23 giugno 2011

InferNapoli di Peppe Lanzetta



"Vincent Profumo chiuse le tende e si stese sul divano. Quel giorno non aveva voglia di sentire il mondo.Spense i cellulari, si preparò una cedrata Tassoni con molto ghiaccio e ci mise dentro aperol e menta. Aveva gusti strani, cmoe strano era il suo modo di mangiare, di guardarsi allo specchio, di lavarsi continuamente le mani di darsi in continuazione il Vetiver, quello di Verlain .."
L'incipit del romanzo di Peppe Lanzetta (di cui Roberto Saviano dice «Per primo ha messo viso e mani all'inferno» ): un racconto feroce, dentro i gironi senza nome di quell'inferno che è la Napoli, osservata da vicino e raccontata attraverso l’epopea di un “malamente”, il boss Vincent Profumo . Un boss anarchico, boss bipolare per i suoi cambi di umore, capace di condannare a morte nua ragazza per uno sgarro e poi di commuoversi di fronte alla voce di Maria Callas.

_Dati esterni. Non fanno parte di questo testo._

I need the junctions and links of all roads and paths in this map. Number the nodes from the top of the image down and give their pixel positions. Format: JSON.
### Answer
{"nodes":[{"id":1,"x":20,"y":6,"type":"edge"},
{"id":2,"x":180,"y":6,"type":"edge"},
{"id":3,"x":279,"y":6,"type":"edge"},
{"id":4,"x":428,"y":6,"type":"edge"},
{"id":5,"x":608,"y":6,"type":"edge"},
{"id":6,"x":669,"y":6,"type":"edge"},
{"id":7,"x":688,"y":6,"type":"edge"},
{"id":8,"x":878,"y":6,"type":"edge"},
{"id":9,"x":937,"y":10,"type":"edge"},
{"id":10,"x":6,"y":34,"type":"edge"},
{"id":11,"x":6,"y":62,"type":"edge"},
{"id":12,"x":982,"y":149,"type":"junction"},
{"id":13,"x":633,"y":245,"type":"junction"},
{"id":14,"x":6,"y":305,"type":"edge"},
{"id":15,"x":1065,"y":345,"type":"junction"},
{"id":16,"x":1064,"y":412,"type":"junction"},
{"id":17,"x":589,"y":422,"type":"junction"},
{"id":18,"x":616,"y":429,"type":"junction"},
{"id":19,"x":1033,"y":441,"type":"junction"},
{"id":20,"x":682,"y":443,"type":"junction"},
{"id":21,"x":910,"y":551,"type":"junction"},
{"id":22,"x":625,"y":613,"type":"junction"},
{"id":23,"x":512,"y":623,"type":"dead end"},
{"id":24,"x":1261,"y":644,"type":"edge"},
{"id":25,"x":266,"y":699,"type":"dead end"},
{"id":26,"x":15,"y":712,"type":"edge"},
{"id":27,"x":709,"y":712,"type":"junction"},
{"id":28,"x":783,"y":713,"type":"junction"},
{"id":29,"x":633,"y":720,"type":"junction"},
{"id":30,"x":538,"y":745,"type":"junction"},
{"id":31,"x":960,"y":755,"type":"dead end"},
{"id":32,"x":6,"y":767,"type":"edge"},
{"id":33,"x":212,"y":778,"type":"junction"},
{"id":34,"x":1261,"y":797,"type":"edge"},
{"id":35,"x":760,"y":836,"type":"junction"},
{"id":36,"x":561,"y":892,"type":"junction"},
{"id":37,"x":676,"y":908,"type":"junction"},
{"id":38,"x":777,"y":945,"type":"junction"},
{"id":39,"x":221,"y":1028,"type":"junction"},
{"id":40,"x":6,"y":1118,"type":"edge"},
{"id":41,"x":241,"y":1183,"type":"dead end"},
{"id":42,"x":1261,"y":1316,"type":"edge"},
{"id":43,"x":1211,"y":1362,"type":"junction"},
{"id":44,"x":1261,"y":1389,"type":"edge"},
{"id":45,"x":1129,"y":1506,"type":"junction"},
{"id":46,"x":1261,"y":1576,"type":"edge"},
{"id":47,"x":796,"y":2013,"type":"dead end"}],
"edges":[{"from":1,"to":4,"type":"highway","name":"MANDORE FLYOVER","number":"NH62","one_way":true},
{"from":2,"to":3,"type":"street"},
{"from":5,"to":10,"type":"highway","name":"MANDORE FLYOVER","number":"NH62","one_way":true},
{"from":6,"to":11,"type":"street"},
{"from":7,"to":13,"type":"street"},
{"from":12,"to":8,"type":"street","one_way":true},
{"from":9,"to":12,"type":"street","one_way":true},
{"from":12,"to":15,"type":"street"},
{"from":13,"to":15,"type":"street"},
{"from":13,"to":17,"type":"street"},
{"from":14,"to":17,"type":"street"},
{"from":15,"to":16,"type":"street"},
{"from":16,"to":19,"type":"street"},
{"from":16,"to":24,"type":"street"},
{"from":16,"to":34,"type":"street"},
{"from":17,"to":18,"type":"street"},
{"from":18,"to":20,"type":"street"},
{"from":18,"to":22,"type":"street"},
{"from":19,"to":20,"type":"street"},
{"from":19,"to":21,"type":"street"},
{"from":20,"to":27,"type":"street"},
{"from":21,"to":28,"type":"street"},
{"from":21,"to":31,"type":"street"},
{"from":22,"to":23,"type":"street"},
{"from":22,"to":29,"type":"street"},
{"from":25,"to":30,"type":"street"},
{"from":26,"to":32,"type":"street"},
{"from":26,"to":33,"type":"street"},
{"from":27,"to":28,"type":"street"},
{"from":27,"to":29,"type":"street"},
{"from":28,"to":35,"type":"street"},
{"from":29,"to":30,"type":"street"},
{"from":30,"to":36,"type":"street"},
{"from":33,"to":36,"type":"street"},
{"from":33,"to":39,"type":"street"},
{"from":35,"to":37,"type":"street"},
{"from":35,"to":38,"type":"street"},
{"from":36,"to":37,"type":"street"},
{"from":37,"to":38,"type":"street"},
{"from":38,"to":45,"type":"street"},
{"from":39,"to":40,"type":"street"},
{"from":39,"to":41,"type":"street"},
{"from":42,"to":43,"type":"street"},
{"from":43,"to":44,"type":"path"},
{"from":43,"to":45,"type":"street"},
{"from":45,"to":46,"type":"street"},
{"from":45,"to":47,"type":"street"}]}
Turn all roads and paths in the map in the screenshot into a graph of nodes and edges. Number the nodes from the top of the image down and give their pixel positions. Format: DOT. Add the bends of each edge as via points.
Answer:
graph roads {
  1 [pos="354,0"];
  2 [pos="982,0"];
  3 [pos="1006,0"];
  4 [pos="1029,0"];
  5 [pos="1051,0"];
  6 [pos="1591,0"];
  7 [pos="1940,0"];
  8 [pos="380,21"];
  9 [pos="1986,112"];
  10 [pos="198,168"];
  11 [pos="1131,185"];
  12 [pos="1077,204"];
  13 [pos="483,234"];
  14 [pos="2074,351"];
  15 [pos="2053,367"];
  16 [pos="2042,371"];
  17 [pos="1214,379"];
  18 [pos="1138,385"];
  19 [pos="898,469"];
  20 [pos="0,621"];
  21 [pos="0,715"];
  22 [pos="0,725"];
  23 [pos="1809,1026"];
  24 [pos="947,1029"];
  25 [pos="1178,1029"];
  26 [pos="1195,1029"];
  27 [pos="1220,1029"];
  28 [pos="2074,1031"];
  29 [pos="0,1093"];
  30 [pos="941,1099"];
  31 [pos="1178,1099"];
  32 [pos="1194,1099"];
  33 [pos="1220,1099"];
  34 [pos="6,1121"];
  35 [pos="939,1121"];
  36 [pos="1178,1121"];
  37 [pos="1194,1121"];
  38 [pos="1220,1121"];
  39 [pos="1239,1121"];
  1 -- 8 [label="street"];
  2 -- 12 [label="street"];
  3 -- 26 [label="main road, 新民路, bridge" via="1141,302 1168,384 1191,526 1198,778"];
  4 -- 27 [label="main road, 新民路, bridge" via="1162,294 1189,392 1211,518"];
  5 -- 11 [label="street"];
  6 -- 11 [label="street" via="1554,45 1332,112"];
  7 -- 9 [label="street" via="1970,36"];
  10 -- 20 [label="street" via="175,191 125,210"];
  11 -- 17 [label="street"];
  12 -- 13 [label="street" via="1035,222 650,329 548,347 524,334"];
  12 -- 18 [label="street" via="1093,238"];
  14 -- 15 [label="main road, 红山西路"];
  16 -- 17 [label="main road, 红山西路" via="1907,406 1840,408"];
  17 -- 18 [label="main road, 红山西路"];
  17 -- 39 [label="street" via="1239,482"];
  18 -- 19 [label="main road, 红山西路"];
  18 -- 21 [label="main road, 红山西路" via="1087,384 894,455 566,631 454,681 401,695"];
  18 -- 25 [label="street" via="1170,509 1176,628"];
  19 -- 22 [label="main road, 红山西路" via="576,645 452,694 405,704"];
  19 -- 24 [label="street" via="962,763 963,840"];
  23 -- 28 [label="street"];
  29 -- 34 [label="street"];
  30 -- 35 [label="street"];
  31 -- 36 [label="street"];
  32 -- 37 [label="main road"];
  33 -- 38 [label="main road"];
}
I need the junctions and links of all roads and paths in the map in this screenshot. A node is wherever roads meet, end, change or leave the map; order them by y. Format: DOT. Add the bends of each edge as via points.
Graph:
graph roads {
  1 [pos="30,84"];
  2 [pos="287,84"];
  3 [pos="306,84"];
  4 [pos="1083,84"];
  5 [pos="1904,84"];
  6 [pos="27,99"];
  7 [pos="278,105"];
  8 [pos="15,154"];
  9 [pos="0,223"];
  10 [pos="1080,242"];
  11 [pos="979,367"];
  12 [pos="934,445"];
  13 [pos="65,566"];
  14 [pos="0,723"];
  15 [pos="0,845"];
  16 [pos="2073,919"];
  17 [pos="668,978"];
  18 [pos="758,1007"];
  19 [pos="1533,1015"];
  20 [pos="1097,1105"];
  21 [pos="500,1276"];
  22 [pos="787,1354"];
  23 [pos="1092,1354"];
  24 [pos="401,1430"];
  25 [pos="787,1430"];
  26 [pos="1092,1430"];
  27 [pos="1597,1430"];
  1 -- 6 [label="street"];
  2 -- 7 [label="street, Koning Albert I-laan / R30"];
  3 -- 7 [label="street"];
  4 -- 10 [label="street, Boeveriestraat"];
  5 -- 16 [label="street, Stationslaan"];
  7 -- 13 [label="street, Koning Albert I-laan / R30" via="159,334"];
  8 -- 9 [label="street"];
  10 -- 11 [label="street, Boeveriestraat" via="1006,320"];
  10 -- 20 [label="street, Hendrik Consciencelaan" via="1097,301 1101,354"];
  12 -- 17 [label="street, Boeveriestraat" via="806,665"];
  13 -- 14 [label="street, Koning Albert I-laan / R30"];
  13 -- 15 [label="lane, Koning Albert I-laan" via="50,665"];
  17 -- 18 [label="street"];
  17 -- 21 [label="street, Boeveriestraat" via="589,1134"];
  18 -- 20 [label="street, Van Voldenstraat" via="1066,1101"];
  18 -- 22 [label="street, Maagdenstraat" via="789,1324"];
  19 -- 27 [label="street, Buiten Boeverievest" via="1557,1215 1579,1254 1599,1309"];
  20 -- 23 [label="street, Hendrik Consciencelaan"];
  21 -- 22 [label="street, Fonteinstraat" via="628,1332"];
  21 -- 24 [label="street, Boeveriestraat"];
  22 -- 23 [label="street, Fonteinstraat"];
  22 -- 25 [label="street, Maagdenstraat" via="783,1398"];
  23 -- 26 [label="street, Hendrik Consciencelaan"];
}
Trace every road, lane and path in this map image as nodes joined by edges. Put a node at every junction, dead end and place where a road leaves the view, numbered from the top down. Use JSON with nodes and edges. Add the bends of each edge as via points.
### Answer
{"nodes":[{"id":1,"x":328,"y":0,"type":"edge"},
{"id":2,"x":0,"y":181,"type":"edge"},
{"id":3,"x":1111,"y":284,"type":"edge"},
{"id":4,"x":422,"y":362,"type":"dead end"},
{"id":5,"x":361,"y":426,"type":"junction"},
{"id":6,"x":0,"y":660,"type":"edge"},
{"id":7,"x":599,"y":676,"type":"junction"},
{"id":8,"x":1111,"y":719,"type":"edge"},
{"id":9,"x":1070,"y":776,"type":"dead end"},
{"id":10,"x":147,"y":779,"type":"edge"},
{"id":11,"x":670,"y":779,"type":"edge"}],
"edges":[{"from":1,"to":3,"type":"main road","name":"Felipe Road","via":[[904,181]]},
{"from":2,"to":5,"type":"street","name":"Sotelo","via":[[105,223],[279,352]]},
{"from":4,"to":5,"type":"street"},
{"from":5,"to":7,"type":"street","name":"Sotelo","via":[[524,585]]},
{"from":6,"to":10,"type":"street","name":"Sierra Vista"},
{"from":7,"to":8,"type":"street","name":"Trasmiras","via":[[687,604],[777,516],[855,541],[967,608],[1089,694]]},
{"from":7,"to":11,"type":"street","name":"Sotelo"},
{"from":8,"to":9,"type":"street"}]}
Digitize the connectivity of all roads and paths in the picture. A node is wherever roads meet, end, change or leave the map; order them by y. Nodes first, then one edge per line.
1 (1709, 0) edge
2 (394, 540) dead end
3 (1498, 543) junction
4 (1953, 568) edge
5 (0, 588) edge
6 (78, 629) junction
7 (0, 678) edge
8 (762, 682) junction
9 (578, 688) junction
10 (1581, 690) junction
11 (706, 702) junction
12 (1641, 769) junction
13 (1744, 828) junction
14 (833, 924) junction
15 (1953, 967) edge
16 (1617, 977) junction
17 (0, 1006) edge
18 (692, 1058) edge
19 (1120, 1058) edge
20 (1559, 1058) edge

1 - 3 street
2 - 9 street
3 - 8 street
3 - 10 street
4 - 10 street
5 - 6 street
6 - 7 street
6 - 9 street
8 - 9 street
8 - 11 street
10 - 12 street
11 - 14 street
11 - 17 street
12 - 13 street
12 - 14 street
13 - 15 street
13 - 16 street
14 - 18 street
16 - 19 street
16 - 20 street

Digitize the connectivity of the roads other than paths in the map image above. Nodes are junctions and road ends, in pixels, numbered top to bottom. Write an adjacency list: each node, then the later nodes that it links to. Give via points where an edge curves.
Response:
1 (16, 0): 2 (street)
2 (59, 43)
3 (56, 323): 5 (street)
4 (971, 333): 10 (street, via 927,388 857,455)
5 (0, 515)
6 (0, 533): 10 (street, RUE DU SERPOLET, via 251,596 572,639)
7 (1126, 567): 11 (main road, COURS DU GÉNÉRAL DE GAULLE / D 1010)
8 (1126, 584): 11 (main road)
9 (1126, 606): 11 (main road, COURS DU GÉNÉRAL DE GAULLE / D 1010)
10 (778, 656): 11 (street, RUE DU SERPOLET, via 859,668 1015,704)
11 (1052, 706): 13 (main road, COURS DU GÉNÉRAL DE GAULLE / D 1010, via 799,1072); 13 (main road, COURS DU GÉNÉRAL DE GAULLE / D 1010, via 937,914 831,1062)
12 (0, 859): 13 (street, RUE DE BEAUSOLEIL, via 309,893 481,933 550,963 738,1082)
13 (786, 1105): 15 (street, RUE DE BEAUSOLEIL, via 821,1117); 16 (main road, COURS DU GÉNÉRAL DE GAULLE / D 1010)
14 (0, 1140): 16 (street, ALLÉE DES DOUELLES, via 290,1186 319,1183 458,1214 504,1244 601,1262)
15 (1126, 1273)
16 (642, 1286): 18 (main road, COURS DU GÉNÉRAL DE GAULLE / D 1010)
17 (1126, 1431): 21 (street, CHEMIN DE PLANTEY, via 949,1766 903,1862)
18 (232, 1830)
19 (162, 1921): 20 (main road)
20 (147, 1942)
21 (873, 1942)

Un inferno che avvolge una città cui Dio ha concesso tutte le grazie per essere invece un paradiso in terra, per le bellezze naturali: il mare, le rovine dei romani, il cibo, i ragazzi con la voglia di vivere addosso. Di vivere di amare.
Invece, è un inferno di violenza, afa, sudore, rifiuti nell'acqua e rifiuti sottoterra. Prostituzione, droga, traffico di essere umani.
"Non si sente il mare, poi si sente.
La mente è offuscata, il caldo avanza. L'afa asfissiante della città malata copre i pori e in veste le anime dannate che annaspano cercando un pò di refrigerio, un pò di credito, una speranza cammuffata d auna finanziaria che promette soldi a pensionati fino a novant'anni .." pag 28
Ma l'inferno non lascia in pace nemmeno i cattivi: tutti sono trascinati negli inferi per condividere lo stesso dolore, come le persone nei bassi, come le donne col tuppo nero costrette a piangere un marito o un figlio morto in una guerra non dichiarata.
Anche le tre figlie del boss Profumo, non sfuggono a questa maledizione: Maria Sole, Maria Stella e Maria Luna (chiamate così per la passione per la Callas del padre) che in un tema scrive:
"Odio mio padre. E' un camorrista. Odio tutti i camorristi come lui. Mio padre non mi fa mancare mai nientema a me manca la cosa più importante, l'affetto di un padre vero .." pag 50
Nel racconto si parla della mala cinese, si spiega come funziona il meccanismo delle tangenti: per esempio in un business sul settore ortofrutticolo che comprende la zona dal basso Lazio fino all'Irpinia:
"Tarà, scusa se non ho capito! E quest'onorevole da solo se vuò fottere centomila euro: je vaco 'o manicomio! Quindi se ho capito bene cinquantamila al nostro onorevole Porcellino più centomila per Salasso e e cento per il prelato ... Altri cinquanta li abbimao dati al giudice e sò trecentomila euro più i centoventimila per questi altri accattoni".

Chi è più sporco? Il boss che spara e uccide (o fa uccidere), o i politici, assessori, consiglieri, sindaci, magistrati, forze dell'ordine che sapendo dell'inferno quotidiano, fanno finta di non vedere? Che prendono una tangente per starsene buoni, e non "rumpere 'o cazzo"?
Un boss, di cui Lanzetta non ci risparmia nulla: i suoi pensieri, e sue manie, la sua ferocia e la sua distorta umanità, perso nel suo sfarzo ultrakitsch (come la mania per i mocassini) e nelle sue debolezze sessuali.
"Si sente l'orrore. Si taglia col coltello.
Eppure c'è il sole. Il cielo terso e l'aria calda strapazzano i corpi di chi vuole la vita, la sente, la onora. [..]
Il mare aspetta i bambini delle colonie, unico riscatto e sogno di rivoluzione in una terra che invece arranca su sè stessa, popolata da uomini senza scrupoli occupati a nascondere traffici e imbrogli, a seppelire scorie e materiale radioattivo.." pag 52
Infernapoli è un grido di dolore di tutti i disperati, di tutti i diseredati di una terra che sembra non avere speranza, se non la voglia di vivere, "il vizio della vita" dei giovani, cui nemmeno l'afa, la violenza, la munnizza, l'odore di sporco riusciranno a togliere.